The key mistake that the United States made in Iraq, Feith asserts, was "the mishandling of the political transition." The good that Bremer did, he concludes, "was outweighed by the harm caused by the fact of occupation."
In an interview yesterday, Bremer disputed Feith's narrative, saying he believes that Bush gave up on the idea of a quick transition shortly after Baghdad fell and widespread looting broke out in April 2003.
"By the time I sat down with the president on May 3, it was clear that he wasn't thinking about a short occupation," Bremer said. After consulting his records, Bremer also said that at a White House meeting on May 8, Vice President Cheney said, "We are not yet at the point where people we want to emerge can yet emerge." He said that Feith omits that comment. On May 22, he added, the president wrote to him, saying that he knew "our work will take time."
Others have criticized Feith's plan as relying too heavily on Iraqi exile politicians, including Ahmed Chalabi. Feith says that he considered Chalabi one of the most astute and democratically minded Iraqis but that he had no special brief for him. Instead, he charges that the State Department, the CIA and the military's Central Command were pathologically opposed to the exiles and to Chalabi in particular.
Feith continually denounces the CIA, accusing it of producing poor intelligence, intruding on the formulation of policy, and then using leaks to the media to defend itself and attack its bureaucratic opponents. Most notably, he charges that intelligence officials ignored and refused to investigate possible links between al-Qaeda and Hussein's government.

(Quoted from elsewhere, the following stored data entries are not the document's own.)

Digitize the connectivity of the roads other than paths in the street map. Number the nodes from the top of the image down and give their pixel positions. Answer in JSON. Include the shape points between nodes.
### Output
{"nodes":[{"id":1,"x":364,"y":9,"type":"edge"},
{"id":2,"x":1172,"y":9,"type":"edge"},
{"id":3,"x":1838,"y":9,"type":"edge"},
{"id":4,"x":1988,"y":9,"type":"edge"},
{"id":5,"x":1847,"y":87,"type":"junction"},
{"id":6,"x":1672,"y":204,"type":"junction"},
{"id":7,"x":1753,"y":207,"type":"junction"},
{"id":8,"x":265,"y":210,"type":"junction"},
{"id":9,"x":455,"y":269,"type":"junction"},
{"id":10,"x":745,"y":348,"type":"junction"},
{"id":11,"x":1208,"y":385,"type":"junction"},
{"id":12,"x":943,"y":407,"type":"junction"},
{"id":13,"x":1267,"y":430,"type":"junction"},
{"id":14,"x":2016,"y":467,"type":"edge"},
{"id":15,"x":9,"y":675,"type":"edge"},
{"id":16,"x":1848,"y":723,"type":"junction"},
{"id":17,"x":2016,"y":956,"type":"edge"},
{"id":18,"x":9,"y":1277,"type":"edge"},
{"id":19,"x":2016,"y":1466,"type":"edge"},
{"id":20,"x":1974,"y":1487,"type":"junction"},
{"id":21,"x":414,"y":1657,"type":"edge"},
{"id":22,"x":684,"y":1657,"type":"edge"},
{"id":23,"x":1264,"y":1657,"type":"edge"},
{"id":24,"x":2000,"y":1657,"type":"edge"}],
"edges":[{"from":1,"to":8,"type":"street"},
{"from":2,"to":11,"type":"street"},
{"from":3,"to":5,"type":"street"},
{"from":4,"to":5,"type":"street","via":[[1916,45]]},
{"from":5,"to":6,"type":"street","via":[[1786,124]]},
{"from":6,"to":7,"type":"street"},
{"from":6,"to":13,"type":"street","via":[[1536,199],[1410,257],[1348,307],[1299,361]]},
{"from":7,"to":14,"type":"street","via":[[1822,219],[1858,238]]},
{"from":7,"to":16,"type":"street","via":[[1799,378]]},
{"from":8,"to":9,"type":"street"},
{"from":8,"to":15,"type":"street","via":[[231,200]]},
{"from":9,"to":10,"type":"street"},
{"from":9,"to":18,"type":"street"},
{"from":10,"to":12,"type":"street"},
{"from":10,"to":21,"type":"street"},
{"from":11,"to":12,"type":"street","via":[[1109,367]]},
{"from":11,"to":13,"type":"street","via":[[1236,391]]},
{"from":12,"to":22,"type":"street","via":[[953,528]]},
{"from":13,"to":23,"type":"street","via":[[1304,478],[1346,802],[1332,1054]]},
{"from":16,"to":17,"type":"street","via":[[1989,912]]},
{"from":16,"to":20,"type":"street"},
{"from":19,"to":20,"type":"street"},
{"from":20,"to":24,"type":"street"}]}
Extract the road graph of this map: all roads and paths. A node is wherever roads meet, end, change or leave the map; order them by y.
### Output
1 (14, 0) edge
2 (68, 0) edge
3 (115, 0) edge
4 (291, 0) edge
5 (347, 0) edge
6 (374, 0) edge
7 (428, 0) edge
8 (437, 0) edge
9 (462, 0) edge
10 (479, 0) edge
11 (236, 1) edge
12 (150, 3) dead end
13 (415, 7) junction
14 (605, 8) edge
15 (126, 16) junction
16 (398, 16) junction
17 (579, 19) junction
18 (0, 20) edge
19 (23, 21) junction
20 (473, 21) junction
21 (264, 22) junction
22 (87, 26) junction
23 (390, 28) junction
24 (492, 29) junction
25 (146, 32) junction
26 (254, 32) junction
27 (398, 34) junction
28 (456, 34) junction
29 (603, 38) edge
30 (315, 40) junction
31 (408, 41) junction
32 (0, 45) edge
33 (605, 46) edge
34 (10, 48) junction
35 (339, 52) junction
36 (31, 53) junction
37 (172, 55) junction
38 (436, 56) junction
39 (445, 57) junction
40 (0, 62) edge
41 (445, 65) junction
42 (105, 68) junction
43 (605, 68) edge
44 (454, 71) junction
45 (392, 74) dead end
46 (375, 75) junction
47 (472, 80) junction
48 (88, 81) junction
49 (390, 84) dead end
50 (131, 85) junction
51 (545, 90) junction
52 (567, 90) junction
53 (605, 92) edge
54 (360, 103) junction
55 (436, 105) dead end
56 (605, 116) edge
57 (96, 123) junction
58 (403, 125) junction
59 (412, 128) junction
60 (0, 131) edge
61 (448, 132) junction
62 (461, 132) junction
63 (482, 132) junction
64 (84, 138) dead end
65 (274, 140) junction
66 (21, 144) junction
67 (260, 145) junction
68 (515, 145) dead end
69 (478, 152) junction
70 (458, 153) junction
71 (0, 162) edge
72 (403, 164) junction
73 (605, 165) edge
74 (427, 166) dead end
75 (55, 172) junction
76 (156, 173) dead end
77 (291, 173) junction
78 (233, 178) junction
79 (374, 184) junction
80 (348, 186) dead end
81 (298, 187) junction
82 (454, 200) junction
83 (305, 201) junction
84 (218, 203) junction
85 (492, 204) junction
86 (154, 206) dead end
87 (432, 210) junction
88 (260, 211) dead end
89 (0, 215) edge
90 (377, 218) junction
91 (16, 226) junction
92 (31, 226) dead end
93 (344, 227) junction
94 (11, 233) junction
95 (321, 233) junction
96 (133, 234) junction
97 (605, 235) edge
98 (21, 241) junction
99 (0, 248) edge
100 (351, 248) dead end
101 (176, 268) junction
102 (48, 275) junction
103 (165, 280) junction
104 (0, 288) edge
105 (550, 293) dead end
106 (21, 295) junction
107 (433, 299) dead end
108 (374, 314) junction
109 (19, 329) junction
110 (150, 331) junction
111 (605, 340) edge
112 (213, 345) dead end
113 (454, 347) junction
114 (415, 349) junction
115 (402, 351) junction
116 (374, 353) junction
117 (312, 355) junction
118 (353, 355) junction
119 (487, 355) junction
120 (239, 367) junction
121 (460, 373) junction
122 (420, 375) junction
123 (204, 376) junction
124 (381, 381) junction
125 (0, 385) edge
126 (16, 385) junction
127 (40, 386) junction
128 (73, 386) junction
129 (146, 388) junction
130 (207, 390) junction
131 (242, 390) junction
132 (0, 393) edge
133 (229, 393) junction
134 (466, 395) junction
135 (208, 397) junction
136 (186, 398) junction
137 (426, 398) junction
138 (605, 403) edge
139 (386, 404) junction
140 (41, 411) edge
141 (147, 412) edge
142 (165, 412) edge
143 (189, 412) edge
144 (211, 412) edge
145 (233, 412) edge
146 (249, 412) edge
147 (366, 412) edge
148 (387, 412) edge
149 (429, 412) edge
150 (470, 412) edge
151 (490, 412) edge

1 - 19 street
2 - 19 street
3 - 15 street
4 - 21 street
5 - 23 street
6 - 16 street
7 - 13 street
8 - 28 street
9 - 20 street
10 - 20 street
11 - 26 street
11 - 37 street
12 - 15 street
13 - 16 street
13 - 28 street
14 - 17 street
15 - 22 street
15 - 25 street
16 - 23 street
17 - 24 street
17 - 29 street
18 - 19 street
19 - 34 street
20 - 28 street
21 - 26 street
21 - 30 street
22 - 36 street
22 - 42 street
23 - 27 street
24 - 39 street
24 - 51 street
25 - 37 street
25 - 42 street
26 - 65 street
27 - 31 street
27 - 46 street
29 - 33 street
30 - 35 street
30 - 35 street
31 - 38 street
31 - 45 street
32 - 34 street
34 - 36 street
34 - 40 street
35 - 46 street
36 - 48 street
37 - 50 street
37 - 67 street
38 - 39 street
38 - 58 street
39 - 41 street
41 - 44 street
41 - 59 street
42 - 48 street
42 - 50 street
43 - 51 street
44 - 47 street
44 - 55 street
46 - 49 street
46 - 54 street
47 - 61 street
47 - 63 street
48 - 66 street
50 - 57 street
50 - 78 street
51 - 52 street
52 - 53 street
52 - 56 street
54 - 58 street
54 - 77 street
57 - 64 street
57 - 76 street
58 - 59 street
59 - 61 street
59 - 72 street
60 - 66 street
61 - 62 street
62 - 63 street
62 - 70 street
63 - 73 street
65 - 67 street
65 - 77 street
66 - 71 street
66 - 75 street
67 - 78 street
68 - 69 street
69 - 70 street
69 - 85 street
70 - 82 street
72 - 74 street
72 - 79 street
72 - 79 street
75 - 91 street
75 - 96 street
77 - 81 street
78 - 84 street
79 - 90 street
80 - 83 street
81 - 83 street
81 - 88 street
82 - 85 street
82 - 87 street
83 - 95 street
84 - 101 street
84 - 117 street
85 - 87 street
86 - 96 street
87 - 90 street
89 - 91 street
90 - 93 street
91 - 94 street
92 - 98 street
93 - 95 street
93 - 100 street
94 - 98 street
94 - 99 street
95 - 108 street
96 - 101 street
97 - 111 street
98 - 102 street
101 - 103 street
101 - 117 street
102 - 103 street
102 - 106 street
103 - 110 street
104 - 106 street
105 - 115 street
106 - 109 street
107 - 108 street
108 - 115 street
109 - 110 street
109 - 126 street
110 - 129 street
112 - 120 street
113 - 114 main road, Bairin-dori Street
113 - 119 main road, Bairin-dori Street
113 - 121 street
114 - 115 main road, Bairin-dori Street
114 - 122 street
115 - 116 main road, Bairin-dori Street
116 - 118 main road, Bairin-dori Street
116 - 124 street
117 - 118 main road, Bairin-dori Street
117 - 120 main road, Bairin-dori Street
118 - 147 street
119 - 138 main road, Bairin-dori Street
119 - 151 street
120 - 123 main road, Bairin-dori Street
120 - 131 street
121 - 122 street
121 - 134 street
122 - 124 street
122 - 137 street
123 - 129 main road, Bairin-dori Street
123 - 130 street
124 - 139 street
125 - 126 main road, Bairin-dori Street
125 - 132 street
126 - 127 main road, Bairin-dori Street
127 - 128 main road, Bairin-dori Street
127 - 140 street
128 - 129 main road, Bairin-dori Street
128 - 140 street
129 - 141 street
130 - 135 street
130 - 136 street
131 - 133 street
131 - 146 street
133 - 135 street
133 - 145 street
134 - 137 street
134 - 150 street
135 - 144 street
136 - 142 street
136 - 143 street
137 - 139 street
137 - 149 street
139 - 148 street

He reports, as others have, that Franks, who commanded the U.S. invasion force, treated him disrespectfully, sometimes rolling his eyes when Feith asked a question. But he indicates that Franks's disregard grew partly out of the general's lack of interest in planning for the postwar period. When Feith tried to talk to him about one aspect of that, Franks walked around the table, leaned over and said, "Doug, I don't have time for this [expletive]." He concludes that Franks failed in part because of advice he received from his advisers at the CIA and the State Department.
In contrast with the reputation of Gen. Richard B. Myers, then chairman of the Joint Chiefs of Staff, for pliability, Feith reports that Myers grew irate at what he saw as administration attempts to get around the Geneva Conventions on the treatment of prisoners following the 2001 U.S. invasion of Afghanistan. Myers, he writes, threatened to bypass Rumsfeld and take his concerns directly to Bush, but calmed down after being told that the administration would distinguish between legitimate prisoners of war and al-Qaeda and Taliban detainees.
In summarizing his view of what went wrong in Iraq, Feith writes that it was a mistake for the administration to rely so heavily on intelligence reports of Hussein's alleged stockpiles of biological and chemical weapons and a nuclear weapons program, not only because they turned out to be wrong but also because secret information was not necessary to understand the threat Hussein posed.
Hussein's history of aggression and disregard of U.N. resolutions, his past use of weapons of mass destruction and the fact that he was "a bloodthirsty megalomaniac" were enough, Feith maintains.
He blames both the CIA and Powell, who outlined the weapons case in a February 2003 speech at the United Nations, for overemphasizing the threat. But Feith appears to ignore the crucial role that statements from Cheney and Rice, about the imminence of "mushroom clouds" emanating from Iraqi nuclear weapons, played in the case the administration made for war.